DATA RECORDS Start Marker

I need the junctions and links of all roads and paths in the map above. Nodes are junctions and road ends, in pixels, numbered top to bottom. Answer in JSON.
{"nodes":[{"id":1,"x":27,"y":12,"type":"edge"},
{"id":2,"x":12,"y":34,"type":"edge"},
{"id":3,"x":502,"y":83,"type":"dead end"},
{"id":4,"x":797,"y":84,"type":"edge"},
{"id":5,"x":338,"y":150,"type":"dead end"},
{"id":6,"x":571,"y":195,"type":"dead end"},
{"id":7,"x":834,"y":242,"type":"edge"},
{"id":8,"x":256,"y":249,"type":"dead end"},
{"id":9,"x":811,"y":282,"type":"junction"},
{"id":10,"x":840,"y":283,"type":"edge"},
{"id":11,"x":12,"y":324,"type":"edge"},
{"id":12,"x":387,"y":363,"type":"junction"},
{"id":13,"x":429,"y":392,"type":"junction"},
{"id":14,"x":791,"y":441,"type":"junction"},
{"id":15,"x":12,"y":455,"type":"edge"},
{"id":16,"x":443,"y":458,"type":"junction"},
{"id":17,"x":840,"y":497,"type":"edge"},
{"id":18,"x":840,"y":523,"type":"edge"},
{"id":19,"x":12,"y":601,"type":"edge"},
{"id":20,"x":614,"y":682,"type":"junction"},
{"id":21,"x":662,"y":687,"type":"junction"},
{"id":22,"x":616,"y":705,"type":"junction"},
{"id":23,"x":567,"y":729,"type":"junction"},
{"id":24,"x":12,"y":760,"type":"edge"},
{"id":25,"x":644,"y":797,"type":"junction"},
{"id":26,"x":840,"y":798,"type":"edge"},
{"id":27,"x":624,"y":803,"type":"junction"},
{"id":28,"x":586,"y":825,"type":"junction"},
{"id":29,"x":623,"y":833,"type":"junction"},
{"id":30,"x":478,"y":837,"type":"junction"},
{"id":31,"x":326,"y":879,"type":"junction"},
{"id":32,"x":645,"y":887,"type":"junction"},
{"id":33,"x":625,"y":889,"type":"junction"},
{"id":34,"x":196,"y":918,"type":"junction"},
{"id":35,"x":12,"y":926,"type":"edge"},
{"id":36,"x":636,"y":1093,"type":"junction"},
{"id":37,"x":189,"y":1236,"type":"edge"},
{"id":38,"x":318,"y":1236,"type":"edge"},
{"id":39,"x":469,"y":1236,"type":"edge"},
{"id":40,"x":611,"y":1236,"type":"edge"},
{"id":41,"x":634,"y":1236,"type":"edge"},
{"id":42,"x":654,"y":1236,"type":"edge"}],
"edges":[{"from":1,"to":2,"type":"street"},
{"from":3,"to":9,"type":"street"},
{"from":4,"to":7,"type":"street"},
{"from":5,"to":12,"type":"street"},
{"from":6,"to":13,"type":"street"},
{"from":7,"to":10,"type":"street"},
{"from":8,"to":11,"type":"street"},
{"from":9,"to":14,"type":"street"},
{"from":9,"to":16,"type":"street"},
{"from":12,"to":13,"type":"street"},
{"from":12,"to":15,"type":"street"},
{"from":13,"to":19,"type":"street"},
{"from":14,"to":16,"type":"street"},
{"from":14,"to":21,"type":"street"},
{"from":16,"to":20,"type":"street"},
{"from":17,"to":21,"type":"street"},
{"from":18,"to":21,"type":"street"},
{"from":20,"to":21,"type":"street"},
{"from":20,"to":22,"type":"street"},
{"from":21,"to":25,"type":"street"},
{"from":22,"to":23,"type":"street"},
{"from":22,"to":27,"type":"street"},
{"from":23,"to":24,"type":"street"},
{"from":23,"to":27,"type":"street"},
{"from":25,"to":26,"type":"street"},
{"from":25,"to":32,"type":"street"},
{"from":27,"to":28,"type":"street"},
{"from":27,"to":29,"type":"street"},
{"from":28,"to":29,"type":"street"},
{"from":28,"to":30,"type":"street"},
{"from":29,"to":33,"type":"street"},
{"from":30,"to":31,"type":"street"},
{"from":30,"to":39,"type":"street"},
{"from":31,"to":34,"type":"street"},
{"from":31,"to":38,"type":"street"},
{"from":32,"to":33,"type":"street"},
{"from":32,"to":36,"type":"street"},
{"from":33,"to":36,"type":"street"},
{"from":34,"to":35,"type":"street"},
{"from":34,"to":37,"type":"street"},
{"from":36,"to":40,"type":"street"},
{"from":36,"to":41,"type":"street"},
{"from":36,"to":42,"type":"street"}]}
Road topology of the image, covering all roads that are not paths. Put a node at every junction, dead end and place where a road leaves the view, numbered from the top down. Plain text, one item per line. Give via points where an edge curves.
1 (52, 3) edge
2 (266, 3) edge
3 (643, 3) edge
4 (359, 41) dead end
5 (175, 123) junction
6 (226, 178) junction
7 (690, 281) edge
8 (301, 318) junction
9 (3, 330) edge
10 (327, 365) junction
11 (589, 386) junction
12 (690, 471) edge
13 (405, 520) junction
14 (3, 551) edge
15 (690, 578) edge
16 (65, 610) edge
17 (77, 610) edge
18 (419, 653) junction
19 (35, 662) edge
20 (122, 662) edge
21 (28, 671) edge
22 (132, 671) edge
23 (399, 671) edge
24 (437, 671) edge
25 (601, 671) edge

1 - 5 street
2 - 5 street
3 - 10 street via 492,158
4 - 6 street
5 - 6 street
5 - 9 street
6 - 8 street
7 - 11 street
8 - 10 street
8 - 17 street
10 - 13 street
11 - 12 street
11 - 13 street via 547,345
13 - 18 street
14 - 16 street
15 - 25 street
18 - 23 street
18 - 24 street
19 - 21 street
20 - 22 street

DATA RECORDS End Marker

== WHAT IS NEEDED ==
From the entries above, select each line containing the string "dead".

== RESULT OF THE EXERCISE ==
{"id":3,"x":502,"y":83,"type":"dead end"},
{"id":5,"x":338,"y":150,"type":"dead end"},
{"id":6,"x":571,"y":195,"type":"dead end"},
{"id":8,"x":256,"y":249,"type":"dead end"},
Road topology of the image, covering all roads that are not paths. Put a node at every junction, dead end and place where a road leaves the view, numbered from the top down. Plain text, one item per line. Give via points where an edge curves.
4 (359, 41) dead end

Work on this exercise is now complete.